Although the above methods have achieved multi-view classification, they do not consider the reliability of the classification results. Han et al. [26,27] propose a trustworthy multi-view classification method that provides interpretability for multi-view classification results. However, the proposed method does not analyze the correlation between different views, which may ignore some important information or introduce some redundant information. The correlation analysis between different views refers to evaluating the interrelationship between the information provided by different views, such as whether there are complementarity, conflict or duplication. This can help select the most useful views or adjust their weights, thereby improving the classification performance. In this paper, we introduce Grey Relational Analysis to dynamically adjust the weights between views, which can speed up model convergence and increase accuracy. Meanwhile, after combining Grey Relational Analysis, we can quantify the weights between views and further evaluate the credibility of multi-view learning.

Therefore, on this basis, we implement a trusted multi-view security patch identification system called TMVDPatch. In our work, we use the fused evidence to assign weights to the original evidence of different views, thereby guiding reliable and credible identification results.

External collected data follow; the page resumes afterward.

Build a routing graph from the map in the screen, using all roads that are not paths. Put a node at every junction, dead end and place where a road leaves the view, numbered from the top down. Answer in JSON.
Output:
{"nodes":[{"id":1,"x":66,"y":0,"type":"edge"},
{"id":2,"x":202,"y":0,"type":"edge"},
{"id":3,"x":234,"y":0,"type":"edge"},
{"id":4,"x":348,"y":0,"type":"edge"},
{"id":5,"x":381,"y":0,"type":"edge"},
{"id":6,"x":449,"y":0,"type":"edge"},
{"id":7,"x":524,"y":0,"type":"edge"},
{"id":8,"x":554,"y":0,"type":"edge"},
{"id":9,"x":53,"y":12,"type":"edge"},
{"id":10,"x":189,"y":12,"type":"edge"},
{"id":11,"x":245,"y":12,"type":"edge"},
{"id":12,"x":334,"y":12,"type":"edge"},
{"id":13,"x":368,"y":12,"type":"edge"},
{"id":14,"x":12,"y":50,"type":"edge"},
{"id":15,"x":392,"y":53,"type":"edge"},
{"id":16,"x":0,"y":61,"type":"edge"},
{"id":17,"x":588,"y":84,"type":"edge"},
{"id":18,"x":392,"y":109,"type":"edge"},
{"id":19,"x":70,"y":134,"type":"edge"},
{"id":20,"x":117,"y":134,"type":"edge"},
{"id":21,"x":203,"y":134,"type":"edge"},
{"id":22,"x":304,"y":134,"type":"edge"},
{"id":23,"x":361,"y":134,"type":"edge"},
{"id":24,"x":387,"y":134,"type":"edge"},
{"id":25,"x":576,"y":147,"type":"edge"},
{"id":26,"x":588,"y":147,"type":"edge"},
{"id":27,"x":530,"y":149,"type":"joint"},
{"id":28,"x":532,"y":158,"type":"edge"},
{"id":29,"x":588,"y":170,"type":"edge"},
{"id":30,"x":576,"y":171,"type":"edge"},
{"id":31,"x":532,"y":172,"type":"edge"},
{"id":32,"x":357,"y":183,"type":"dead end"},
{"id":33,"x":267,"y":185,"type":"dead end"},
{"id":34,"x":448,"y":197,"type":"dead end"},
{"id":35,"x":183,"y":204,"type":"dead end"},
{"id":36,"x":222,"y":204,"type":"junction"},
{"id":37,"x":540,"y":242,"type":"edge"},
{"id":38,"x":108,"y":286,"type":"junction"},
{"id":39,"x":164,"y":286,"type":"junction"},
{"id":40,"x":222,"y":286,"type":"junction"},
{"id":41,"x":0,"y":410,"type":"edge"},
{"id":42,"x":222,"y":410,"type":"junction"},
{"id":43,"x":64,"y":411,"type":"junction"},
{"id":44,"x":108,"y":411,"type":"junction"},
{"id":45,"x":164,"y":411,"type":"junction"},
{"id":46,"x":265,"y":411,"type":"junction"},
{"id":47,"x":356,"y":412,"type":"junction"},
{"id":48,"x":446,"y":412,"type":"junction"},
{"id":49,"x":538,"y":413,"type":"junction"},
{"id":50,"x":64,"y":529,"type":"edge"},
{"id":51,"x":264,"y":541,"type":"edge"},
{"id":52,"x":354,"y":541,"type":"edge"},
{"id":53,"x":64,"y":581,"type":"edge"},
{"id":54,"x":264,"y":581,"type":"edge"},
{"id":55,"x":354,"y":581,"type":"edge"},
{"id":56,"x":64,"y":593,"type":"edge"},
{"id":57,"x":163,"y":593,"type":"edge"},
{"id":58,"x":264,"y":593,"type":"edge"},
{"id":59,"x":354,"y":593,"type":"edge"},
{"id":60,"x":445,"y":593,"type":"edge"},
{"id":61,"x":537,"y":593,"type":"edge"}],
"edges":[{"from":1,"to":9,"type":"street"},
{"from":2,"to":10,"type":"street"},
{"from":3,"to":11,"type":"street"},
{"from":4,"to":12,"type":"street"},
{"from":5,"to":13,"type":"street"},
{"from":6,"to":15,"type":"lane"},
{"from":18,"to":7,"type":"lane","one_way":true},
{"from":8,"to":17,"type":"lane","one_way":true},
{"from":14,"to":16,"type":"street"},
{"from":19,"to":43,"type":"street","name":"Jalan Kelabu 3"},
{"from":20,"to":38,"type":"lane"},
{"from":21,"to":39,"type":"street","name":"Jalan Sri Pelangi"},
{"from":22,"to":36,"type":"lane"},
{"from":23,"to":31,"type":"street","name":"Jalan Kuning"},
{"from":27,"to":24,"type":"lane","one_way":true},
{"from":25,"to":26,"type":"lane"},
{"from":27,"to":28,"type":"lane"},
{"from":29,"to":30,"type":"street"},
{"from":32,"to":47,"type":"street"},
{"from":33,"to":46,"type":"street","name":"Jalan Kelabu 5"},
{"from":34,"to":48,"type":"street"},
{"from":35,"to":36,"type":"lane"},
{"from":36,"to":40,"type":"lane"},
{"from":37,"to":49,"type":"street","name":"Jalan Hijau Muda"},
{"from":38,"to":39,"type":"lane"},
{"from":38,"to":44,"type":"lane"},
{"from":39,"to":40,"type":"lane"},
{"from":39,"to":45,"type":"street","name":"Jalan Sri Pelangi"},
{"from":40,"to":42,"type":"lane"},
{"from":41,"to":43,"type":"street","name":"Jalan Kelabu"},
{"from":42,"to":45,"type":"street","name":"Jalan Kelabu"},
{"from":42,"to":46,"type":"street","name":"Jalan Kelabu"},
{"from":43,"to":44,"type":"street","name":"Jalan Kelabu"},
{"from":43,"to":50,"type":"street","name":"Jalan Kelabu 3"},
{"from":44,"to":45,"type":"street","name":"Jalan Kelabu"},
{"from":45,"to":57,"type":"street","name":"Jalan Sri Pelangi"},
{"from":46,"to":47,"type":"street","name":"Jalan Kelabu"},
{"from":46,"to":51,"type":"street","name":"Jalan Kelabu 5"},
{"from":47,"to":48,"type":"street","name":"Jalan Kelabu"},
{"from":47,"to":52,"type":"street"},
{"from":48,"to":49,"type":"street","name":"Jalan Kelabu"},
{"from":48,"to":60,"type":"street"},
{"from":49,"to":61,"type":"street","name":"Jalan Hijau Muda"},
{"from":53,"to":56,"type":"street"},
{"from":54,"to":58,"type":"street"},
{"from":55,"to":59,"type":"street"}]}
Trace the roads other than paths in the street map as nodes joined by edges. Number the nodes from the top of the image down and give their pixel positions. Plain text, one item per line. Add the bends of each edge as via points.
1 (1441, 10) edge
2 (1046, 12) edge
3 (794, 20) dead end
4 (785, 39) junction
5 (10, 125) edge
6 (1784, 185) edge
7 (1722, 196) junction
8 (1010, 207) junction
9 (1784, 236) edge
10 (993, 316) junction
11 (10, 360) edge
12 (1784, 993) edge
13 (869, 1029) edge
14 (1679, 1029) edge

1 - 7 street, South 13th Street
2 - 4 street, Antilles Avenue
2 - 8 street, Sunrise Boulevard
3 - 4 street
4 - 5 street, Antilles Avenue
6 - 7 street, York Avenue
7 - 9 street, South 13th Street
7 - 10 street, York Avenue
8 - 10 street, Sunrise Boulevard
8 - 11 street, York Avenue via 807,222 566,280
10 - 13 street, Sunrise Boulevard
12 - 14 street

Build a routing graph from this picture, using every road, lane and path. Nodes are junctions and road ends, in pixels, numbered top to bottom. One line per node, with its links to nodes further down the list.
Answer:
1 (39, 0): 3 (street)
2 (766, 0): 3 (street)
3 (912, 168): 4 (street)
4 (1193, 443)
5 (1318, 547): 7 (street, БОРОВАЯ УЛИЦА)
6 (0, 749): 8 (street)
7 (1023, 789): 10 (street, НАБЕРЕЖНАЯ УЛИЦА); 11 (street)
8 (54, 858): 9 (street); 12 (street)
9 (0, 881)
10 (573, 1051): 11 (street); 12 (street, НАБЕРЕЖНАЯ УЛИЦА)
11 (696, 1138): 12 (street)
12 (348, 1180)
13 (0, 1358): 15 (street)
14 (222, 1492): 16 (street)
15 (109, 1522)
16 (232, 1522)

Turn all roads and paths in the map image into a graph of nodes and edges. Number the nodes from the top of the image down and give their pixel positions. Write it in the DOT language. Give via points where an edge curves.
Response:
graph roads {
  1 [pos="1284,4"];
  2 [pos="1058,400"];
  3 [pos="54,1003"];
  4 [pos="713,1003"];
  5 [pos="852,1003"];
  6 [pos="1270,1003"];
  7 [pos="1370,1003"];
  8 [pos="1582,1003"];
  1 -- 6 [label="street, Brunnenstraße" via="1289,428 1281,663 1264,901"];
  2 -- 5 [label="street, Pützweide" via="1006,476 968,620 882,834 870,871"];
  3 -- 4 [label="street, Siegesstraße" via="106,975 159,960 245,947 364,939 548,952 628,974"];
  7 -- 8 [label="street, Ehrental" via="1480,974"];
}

2.3. Uncertainty and the Theory of Evidence

At present, in the work of realizing security patch identification based on neural network, the softmax output is often used as the classification result. However, this method leads to high over-confidence even for false identification [28,29]. Dempster Shafer theory provides a solution to this problem, as a theory on belief functions, which allows beliefs from different sources to be combined with various fusion operators to obtain a new belief that considers all available evidence. In addition, Tang [30] proposes a fuzzy soft set approach in decision making based on Grey Relational Analysis and Dempster–Shafer theory of evidence. They use the Grey Relational Analysis to determine the uncertain degrees of various parameters. Moreover, subjective logic proposes a solution to the quantification and consolidation of multi-view.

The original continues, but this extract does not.